Adalberto es uno de los mayores coleccionistas de acordeones de la Provincia de Buenos Aires y es uno de los pocos reparadores de este instrumento en el Interior, sólo hay alguien que lo hace profesionalmente en Bahía Blanca pero los artesanos no abundan: “Este es un trabajo artesanal, de muchas horas y te tiene que gustar. Tiene que ver con el gusto por la música y por el instrumento más que nada, porque son demasiadas las piezas que tiene. Es muy instrumento complicado pero a la vez apasionante porque al tenerlo sobre tu cuerpo te transmite la vibración, el sonido”, expresa.
Un enamorado de lo que hace, Ruppel trata de poner en palabras los sentimientos que le genera el acordeón: “Para mí es el instrumento más lindo porque los demás los ejecutás pero lejos del cuerpo, entonces sentís el sonido pero no la vibración. En el acordeón, en cambio, uno lo siente en los graves, en las notas, y eso es una caricia al alma. Tiene muchas lengüetas y no hay nada electrónico, tiene muchas notas ya que son 41 por cada caballete y tenés cuatro o cinco caballetes, lo que hacen más de doscientas notas abriendo y otras tantas cerrando”.
Esta complejidad que narra nuestro entrevistado, hoy radicado en Coronel Suárez debido a inconvenientes de salud, hacen que sea visitado por personas de todas partes que buscan solución y arreglo para sus acordeones. Es inevitable el dejo de nostalgia que imprime a sus palabras cuando cuenta que, de no haber sido porque su dificultad de salud era incompatible con los problemas de acceso a San Miguel Arcángel, él nunca se hubiese ido.
Como en un viaje imaginario, esa nostalgia nos permite volver al lugar de origen de Adalberto: “San Miguel es un pueblo lindo, tranquilo. No lo hubiese dejado nunca porque es un lugar como de esos que uno sueña, que tenga todo, que sea lindo y tranquilo. Se ha trabajado mucho en materia de servicios, fuimos el primer pueblo que tuvo internet en Adolfo Alsina, tenemos una cooperativa eléctrica muy pujante al igual que la cooperativa agrícola. Además, hay dos escuelas primarias, dos jardines, dos secundarios, por lo que en ese sentido está muy bien.

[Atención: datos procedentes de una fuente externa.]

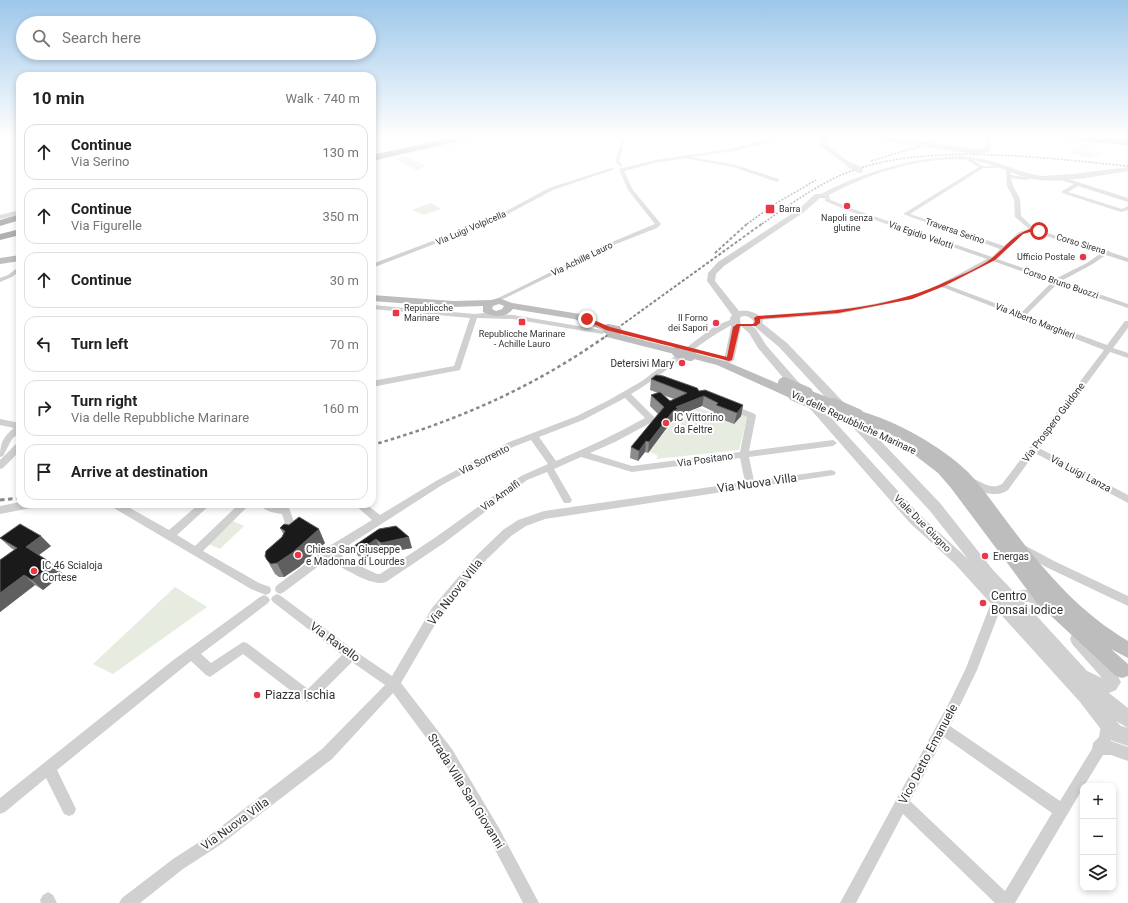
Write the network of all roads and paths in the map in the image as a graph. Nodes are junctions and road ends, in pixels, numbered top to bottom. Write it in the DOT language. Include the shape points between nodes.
graph roads {
  1 [pos="587,178"];
  2 [pos="626,178"];
  3 [pos="770,178"];
  4 [pos="855,178"];
  5 [pos="856,178"];
  6 [pos="964,178"];
  7 [pos="1009,178"];
  8 [pos="1027,178"];
  9 [pos="1035,178"];
  10 [pos="1048,178"];
  11 [pos="1061,178"];
  12 [pos="1073,178"];
  13 [pos="1067,179"];
  14 [pos="776,180"];
  15 [pos="1041,180"];
  16 [pos="1078,184"];
  17 [pos="824,198"];
  18 [pos="1128,200"];
  19 [pos="1128,208"];
  20 [pos="16,213"];
  21 [pos="0,217"];
  22 [pos="16,218"];
  23 [pos="0,223"];
  24 [pos="16,227"];
  25 [pos="1033,230"];
  26 [pos="0,231"];
  27 [pos="16,232"];
  28 [pos="0,236"];
  29 [pos="1004,248"];
  30 [pos="1107,252"];
  31 [pos="16,259"];
  32 [pos="993,260"];
  33 [pos="1128,260"];
  34 [pos="0,261"];
  35 [pos="0,265"];
  36 [pos="376,265"];
  37 [pos="16,267"];
  38 [pos="11,269"];
  39 [pos="0,280"];
  40 [pos="1056,281"];
  41 [pos="942,285"];
  42 [pos="376,298"];
  43 [pos="376,302"];
  44 [pos="491,305"];
  45 [pos="506,305"];
  46 [pos="1128,306"];
  47 [pos="376,307"];
  48 [pos="475,316"];
  49 [pos="1021,316"];
  50 [pos="743,321"];
  51 [pos="1128,323"];
  52 [pos="610,332"];
  53 [pos="1108,349"];
  54 [pos="689,350"];
  55 [pos="1128,356"];
  56 [pos="729,360"];
  57 [pos="656,376"];
  58 [pos="665,380"];
  59 [pos="376,383"];
  60 [pos="626,394"];
  61 [pos="723,404"];
  62 [pos="0,422"];
  63 [pos="16,426"];
  64 [pos="16,430"];
  65 [pos="533,436"];
  66 [pos="602,444"];
  67 [pos="833,444"];
  68 [pos="1033,448"];
  69 [pos="16,449"];
  70 [pos="580,453"];
  71 [pos="744,453"];
  72 [pos="0,454"];
  73 [pos="602,460"];
  74 [pos="0,466"];
  75 [pos="552,466"];
  76 [pos="831,473"];
  77 [pos="966,479"];
  78 [pos="750,484"];
  79 [pos="1128,499"];
  80 [pos="567,500"];
  81 [pos="16,507"];
  82 [pos="122,508"];
  83 [pos="201,508"];
  84 [pos="241,508"];
  85 [pos="289,508"];
  86 [pos="364,508"];
  87 [pos="0,510"];
  88 [pos="380,521"];
  89 [pos="293,533"];
  90 [pos="166,534"];
  91 [pos="1009,536"];
  92 [pos="335,548"];
  93 [pos="196,552"];
  94 [pos="278,594"];
  95 [pos="265,595"];
  96 [pos="998,600"];
  97 [pos="1128,601"];
  98 [pos="1018,607"];
  99 [pos="1061,615"];
  100 [pos="1128,650"];
  101 [pos="192,653"];
  102 [pos="351,655"];
  103 [pos="1075,669"];
  104 [pos="1125,673"];
  105 [pos="394,684"];
  106 [pos="942,728"];
  107 [pos="1115,731"];
  108 [pos="1128,754"];
  109 [pos="48,767"];
  110 [pos="902,803"];
  111 [pos="0,807"];
  112 [pos="69,809"];
  113 [pos="1061,810"];
  114 [pos="127,903"];
  115 [pos="531,903"];
  116 [pos="848,903"];
  117 [pos="1006,903"];
  1 -- 36 [label="street, Via Luigi Volpicella" via="551,188 495,219"];
  2 -- 45 [label="street, Via Achille Lauro" via="658,224 614,243"];
  3 -- 14 [label="street"];
  4 -- 17 [label="street"];
  5 -- 17 [label="street"];
  6 -- 29 [label="street, Traversa Serino" via="906,214"];
  7 -- 25 [label="street" via="1010,186 1017,199 1018,217"];
  8 -- 15 [label="street"];
  9 -- 15 [label="street"];
  10 -- 15 [label="street"];
  11 -- 13 [label="street"];
  12 -- 13 [label="street"];
  13 -- 15 [label="street" via="1051,185"];
  13 -- 16 [label="street"];
  13 -- 16 [label="street"];
  16 -- 18 [label="street"];
  16 -- 19 [label="street" via="1064,192 1123,211"];
  17 -- 32 [label="street, Via Egidio Velotti"];
  17 -- 50 [label="street" via="721,272 721,284"];
  20 -- 21 [label="street"];
  22 -- 23 [label="highway"];
  24 -- 26 [label="highway"];
  25 -- 29 [label="street" via="1021,233"];
  25 -- 30 [label="street, Corso Sirena"];
  27 -- 28 [label="highway"];
  29 -- 32 [label="street"];
  30 -- 33 [label="street, Corso Sirena"];
  30 -- 40 [label="street"];
  31 -- 34 [label="main road"];
  32 -- 40 [label="street, Corso Bruno Buozzi"];
  32 -- 41 [label="street"];
  35 -- 38 [label="main road"];
  37 -- 38 [label="main road"];
  38 -- 39 [label="street"];
  40 -- 46 [label="street, Corso Bruno Buozzi"];
  40 -- 49 [label="street"];
  41 -- 49 [label="street, Via Alberto Marghieri"];
  41 -- 50 [label="street" via="910,298 856,308"];
  42 -- 44 [label="main road, Via delle Repubbliche Marinare"];
  43 -- 44 [label="main road, Via delle Repubbliche Marinare"];
  44 -- 45 [label="main road, Via delle Repubbliche Marinare"];
  45 -- 52 [label="main road, Via delle Repubbliche Marinare" via="519,312 555,317"];
  47 -- 48 [label="street"];
  48 -- 52 [label="street" via="513,317"];
  48 -- 59 [label="street" via="457,368"];
  49 -- 53 [label="street, Via Alberto Marghieri"];
  50 -- 54 [label="street, Via Sorrento" via="718,328"];
  50 -- 56 [label="street"];
  50 -- 96 [label="street, Viale Due Giugno" via="789,378 916,518"];
  50 -- 98 [label="street, Viale Due Giugno" via="783,345 935,507 988,574"];
  51 -- 53 [label="street, Via Prospero Guidone"];
  52 -- 54 [label="main road, Via delle Repubbliche Marinare"];
  53 -- 55 [label="street, Via Alberto Marghieri"];
  53 -- 68 [label="street, Via Prospero Guidone"];
  54 -- 56 [label="main road, Via delle Repubbliche Marinare"];
  54 -- 57 [label="street, Via Sorrento"];
  54 -- 99 [label="main road, Via delle Repubbliche Marinare, bridge" via="918,451 962,491 1031,584"];
  56 -- 77 [label="main road, Via delle Repubbliche Marinare, bridge" via="904,434 927,447"];
  57 -- 58 [label="street"];
  57 -- 60 [label="street, Via Sorrento"];
  60 -- 65 [label="street, Via Sorrento" via="580,418"];
  60 -- 66 [label="street, Via Amalfi" via="651,419"];
  61 -- 71 [label="street" via="752,416"];
  62 -- 63 [label="street"];
  64 -- 72 [label="street" via="8,437"];
  65 -- 75 [label="street"];
  65 -- 88 [label="street, Via Sorrento" via="510,445 439,483"];
  66 -- 70 [label="street, Via Amalfi"];
  66 -- 73 [label="street"];
  67 -- 71 [label="street, Via Positano"];
  68 -- 77 [label="street, Via Prospero Guidone" via="1002,490 994,491"];
  68 -- 79 [label="street, Via Luigi Lanza"];
  69 -- 74 [label="street"];
  70 -- 73 [label="street, Via Positano"];
  70 -- 75 [label="street, Via Amalfi"];
  71 -- 73 [label="street, Via Positano" via="632,469"];
  71 -- 78 [label="street"];
  75 -- 80 [label="street"];
  75 -- 92 [label="street, Via Amalfi" via="516,483 440,540 382,579 376,579 338,561"];
  76 -- 78 [label="street, Via Nuova Villa"];
  77 -- 91 [label="main road, Via delle Repubbliche Marinare"];
  78 -- 105 [label="street, Via Nuova Villa" via="552,514 522,523 507,533 482,557 436,612"];
  81 -- 87 [label="street"];
  82 -- 90 [label="street"];
  83 -- 90 [label="street"];
  84 -- 93 [label="street"];
  85 -- 89 [label="street"];
  86 -- 88 [label="street"];
  88 -- 92 [label="street, Via Sorrento"];
  90 -- 93 [label="street"];
  91 -- 97 [label="street" via="1032,554"];
  91 -- 100 [label="main road, Via delle Repubbliche Marinare" via="1041,579 1064,604 1093,628"];
  92 -- 94 [label="street, Via Sorrento"];
  93 -- 95 [label="street" via="255,586"];
  94 -- 95 [label="street" via="274,586"];
  94 -- 102 [label="street, Via Ravello"];
  95 -- 101 [label="street"];
  96 -- 106 [label="street, Vico Detto Emanuele" via="971,670"];
  96 -- 107 [label="street, Viale Due Giugno"];
  98 -- 99 [label="street" via="1018,597 1028,595"];
  98 -- 103 [label="street, Viale Due Giugno"];
  99 -- 103 [label="street" via="1078,640 1110,673 1113,682 1108,686 1100,686"];
  99 -- 104 [label="main road, Via delle Repubbliche Marinare"];
  100 -- 104 [label="main road" via="1121,652 1118,657 1118,663"];
  101 -- 102 [label="street" via="210,671 244,647 307,696"];
  101 -- 109 [label="street"];
  102 -- 105 [label="street, Via Ravello"];
  103 -- 107 [label="street, Viale Due Giugno" via="1101,698"];
  105 -- 114 [label="street, Via Nuova Villa" via="327,754 215,840 178,864"];
  105 -- 115 [label="street, Strada Villa San Giovanni" via="446,754 494,833"];
  106 -- 110 [label="street, Vico Detto Emanuele"];
  106 -- 113 [label="street"];
  107 -- 108 [label="street" via="1111,748"];
  107 -- 113 [label="street"];
  109 -- 111 [label="street"];
  109 -- 112 [label="street"];
  110 -- 116 [label="street, Vico Detto Emanuele"];
  110 -- 117 [label="street"];
  113 -- 117 [label="street"];
}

Si bien aún no hay servicio de red de gas, existe servicio de agua potable con un sistema dual que da el agua para el consumo y el agua potable por ósmosis inversa, brindando un producto casi al nivel mineral”, indica Ruppel.
En cuanto a la historia de San Miguel, como ha sucedido con otras localidades, supo tener muchos más habitantes superando los dos mil quinientos, pero la migración hacia centros más poblados lo convirtió en lo que es hoy. Nunca tuvo ferrocarril pero en cambio supo ser una zona muy rica, subdivida en parcelas de unas 150 hectáreas en donde vivían muchas personas y conformaban una especie de colonia agrícola.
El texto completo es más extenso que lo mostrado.